Em Tue, Jan 19, 2021 at 07:30:21PM -0300, Arnaldo Carvalho de Melo escreveu:
> Em Tue, Jan 19, 2021 at 09:54:50PM +0000, Song Liu escreveu:
> > 
> > 
> > > On Jan 19, 2021, at 8:31 AM, Arnaldo Carvalho de Melo <acme@kernel.org> wrote:
> > > 
> > > Em Tue, Jan 19, 2021 at 11:42:49AM -0300, Arnaldo Carvalho de Melo escreveu:
> > >> Em Tue, Jan 19, 2021 at 11:31:44AM -0300, Arnaldo Carvalho de Melo escreveu:
> > >>> Em Tue, Jan 19, 2021 at 12:48:19AM +0000, Song Liu escreveu:
> > >>>>> On Jan 18, 2021, at 11:38 AM, Arnaldo Carvalho de Melo <acme@kernel.org> wrote:
> > >>>> We are looking at two issues:
> > >>>> 1. Cannot recursively attach;
> > >>>> 2. prog FD 3 doesn't have valid btf. 
> > >> 
> > >>>> #1 was caused by the verifier disallowing attaching fentry/fexit program 
> > >>>> to program with type BPF_PROG_TYPE_TRACING (in bpf_check_attach_target). 
> > >>>> This constraint was added when we only had fentry/fexit in the TRACING
> > >>>> type.
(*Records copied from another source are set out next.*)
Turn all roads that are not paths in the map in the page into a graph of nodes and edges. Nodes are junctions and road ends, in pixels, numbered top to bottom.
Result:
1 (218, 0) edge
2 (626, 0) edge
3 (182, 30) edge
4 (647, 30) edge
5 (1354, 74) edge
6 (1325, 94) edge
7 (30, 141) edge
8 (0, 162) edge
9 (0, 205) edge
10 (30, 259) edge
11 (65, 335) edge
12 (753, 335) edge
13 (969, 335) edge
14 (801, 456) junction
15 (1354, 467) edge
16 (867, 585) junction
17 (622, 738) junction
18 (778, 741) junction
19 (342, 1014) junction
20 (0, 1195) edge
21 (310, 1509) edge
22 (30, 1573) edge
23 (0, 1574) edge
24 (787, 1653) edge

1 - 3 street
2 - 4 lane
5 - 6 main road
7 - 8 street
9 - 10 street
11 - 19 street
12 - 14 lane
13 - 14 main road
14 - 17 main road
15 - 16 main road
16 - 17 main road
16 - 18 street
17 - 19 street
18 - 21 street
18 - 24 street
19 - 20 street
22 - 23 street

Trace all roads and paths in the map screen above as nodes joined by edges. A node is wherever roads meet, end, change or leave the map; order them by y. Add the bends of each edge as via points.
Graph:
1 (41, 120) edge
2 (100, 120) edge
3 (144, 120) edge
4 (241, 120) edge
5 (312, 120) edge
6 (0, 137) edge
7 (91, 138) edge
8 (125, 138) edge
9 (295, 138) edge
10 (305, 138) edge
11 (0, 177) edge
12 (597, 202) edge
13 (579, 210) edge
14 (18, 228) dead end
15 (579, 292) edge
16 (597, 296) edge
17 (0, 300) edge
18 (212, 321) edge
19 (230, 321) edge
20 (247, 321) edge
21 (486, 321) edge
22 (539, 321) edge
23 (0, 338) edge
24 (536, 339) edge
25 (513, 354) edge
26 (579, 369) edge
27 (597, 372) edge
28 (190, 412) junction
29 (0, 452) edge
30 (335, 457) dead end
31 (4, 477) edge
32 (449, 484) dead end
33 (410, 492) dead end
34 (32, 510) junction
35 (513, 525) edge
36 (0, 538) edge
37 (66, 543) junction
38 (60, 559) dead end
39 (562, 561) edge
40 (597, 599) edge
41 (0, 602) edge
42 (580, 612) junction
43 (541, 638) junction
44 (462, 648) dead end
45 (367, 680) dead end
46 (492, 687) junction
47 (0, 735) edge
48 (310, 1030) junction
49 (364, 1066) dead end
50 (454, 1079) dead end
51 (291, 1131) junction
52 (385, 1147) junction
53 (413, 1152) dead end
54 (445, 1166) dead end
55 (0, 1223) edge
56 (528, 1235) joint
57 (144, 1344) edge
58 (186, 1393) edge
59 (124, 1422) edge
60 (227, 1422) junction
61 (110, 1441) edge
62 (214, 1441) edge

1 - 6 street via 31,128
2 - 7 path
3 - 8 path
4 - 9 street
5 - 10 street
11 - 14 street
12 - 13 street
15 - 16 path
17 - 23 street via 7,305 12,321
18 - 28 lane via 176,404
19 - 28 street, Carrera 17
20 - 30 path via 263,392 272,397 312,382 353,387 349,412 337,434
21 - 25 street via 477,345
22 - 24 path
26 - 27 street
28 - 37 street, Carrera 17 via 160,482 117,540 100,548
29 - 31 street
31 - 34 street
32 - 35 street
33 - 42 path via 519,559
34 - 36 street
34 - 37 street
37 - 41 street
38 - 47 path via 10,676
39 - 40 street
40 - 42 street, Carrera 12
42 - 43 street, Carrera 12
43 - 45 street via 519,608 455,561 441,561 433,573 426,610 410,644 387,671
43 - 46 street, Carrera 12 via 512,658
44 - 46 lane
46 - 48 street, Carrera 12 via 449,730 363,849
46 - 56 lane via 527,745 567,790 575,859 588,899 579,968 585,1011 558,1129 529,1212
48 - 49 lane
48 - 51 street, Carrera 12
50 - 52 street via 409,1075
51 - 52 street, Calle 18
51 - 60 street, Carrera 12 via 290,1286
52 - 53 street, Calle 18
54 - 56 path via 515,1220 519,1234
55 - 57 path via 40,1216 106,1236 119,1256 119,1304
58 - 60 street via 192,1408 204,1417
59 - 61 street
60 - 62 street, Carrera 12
We have extended the TRACING type to many other use cases, like 
> > >>>> "tp_btf/", "fmod_ret" and "iter/". Therefore, it is good time to revisit 
> > >>>> this constraint. I will work on this. 
> > >> 
> > >>>> For #2, we require the target program to have BTF. I guess we won't remove
> > >>>> this requirement.
> > >> 
> > >>>> While I work on improving #1, could you please test with some kprobe 
> > >>>> programs? For example, we can use fileslower.py from bcc. 
> > >> 
> > >>> Sure, and please consider improving the error messages to state what you
> > >>> described above.
> > >> 
> > >> Terminal 1:
> > >> 
> > >> [root@five perf]# perf trace -e 5sec.c
> > >> ^C
> > >> [root@five perf]# cat 5sec.c
> > >> #include <bpf.h>
> > >> 
> > >> #define NSEC_PER_SEC	1000000000L
> > >> 
> > >> int probe(hrtimer_nanosleep, rqtp)(void *ctx, int err, long long sec)
> > >> {
> > >> 	return sec / NSEC_PER_SEC == 5;
> > >> }
> > >> 
> > >> license(GPL);
> > >> [root@five perf]# perf trace -e 5sec.c/max-stack=16/
> > >>     0.000 sleep/3739435 perf_bpf_probe:hrtimer_nanosleep(__probe_ip: -1743337312, rqtp: 5000000000)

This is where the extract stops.